Stored data:
┏━━

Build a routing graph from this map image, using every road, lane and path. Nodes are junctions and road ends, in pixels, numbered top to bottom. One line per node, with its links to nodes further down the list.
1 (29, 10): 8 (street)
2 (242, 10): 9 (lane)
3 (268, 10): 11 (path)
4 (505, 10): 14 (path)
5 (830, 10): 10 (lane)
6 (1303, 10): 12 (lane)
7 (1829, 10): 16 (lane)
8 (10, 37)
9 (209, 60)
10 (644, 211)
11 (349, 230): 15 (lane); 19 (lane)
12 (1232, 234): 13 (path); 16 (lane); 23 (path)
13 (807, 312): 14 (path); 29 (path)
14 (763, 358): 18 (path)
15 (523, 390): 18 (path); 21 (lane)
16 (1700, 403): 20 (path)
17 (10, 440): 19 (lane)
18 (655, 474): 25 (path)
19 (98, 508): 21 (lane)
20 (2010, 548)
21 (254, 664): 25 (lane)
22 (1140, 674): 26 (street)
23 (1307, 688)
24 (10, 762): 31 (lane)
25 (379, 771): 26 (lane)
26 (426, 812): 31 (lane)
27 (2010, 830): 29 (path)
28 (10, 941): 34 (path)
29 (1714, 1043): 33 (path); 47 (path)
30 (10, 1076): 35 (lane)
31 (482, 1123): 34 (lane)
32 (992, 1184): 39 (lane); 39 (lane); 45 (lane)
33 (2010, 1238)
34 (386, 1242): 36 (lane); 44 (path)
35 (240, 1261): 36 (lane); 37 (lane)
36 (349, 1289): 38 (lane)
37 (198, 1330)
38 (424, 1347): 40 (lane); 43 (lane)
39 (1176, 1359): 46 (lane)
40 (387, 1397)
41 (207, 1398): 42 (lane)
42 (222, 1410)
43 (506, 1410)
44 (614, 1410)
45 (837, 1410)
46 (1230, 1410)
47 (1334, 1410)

┗━━
┏━━

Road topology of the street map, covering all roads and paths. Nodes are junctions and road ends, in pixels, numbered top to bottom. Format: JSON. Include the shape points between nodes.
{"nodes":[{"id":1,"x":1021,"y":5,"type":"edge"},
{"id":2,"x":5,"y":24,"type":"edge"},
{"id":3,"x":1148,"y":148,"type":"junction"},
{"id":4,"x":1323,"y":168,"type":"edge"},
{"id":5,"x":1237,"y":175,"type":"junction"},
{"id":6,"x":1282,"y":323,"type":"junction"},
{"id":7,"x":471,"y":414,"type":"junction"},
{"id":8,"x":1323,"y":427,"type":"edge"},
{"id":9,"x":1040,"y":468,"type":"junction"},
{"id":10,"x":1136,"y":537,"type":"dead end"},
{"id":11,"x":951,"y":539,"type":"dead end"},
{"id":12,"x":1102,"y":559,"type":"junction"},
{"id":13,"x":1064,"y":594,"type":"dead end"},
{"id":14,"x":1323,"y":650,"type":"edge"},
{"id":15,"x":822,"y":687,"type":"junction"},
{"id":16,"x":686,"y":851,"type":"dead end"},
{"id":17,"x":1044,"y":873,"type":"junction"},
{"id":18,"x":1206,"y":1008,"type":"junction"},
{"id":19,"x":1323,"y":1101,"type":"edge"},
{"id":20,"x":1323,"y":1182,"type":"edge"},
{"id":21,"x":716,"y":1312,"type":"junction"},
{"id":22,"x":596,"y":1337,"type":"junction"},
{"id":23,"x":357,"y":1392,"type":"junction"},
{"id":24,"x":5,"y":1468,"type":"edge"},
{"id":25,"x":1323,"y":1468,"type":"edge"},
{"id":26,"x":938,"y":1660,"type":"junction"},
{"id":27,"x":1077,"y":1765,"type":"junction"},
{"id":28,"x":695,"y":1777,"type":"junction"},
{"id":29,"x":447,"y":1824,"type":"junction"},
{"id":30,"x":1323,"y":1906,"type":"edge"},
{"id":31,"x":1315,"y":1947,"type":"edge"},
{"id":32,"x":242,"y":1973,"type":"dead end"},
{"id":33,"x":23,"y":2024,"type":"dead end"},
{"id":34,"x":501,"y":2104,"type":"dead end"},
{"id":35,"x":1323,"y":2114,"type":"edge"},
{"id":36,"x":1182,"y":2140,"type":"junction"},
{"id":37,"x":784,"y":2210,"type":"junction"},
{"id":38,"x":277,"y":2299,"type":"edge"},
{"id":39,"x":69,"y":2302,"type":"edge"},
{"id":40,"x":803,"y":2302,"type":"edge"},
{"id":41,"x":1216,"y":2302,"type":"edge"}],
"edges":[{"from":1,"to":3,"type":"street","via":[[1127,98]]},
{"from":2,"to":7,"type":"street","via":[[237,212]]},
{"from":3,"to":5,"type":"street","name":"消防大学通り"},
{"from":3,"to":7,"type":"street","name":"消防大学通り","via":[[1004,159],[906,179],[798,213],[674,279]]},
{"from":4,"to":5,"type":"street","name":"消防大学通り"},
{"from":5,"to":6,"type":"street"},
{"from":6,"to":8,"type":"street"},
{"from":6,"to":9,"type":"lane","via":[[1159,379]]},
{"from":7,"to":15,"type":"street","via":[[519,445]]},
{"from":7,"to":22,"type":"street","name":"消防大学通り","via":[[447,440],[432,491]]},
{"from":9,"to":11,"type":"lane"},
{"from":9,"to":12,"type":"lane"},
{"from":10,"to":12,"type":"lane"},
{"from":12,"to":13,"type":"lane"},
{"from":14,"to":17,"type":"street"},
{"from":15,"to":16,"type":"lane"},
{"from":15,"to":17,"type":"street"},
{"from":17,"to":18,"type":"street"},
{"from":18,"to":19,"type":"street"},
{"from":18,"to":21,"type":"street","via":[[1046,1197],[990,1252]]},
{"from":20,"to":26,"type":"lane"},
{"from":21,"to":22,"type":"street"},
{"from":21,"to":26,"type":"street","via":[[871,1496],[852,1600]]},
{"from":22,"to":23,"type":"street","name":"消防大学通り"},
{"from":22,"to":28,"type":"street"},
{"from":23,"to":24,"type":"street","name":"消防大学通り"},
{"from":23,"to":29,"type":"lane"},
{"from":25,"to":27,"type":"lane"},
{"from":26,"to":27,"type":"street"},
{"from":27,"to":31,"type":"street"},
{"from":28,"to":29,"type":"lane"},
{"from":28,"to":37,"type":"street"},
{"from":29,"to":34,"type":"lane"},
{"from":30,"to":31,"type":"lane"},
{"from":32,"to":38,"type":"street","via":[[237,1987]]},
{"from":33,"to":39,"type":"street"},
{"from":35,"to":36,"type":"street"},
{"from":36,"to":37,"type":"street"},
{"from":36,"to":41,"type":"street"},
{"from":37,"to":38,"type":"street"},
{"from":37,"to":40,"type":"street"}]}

┗━━

:: EXERCISE PROMPT ::
In the data above, which lines have "nodes"? Report each of them.

:: SOLUTION ::
Build a routing graph from this map image, using every road, lane and path. Nodes are junctions and road ends, in pixels, numbered top to bottom. One line per node, with its links to nodes further down the list.
Road topology of the street map, covering all roads and paths. Nodes are junctions and road ends, in pixels, numbered top to bottom. Format: JSON. Include the shape points between nodes.
{"nodes":[{"id":1,"x":1021,"y":5,"type":"edge"},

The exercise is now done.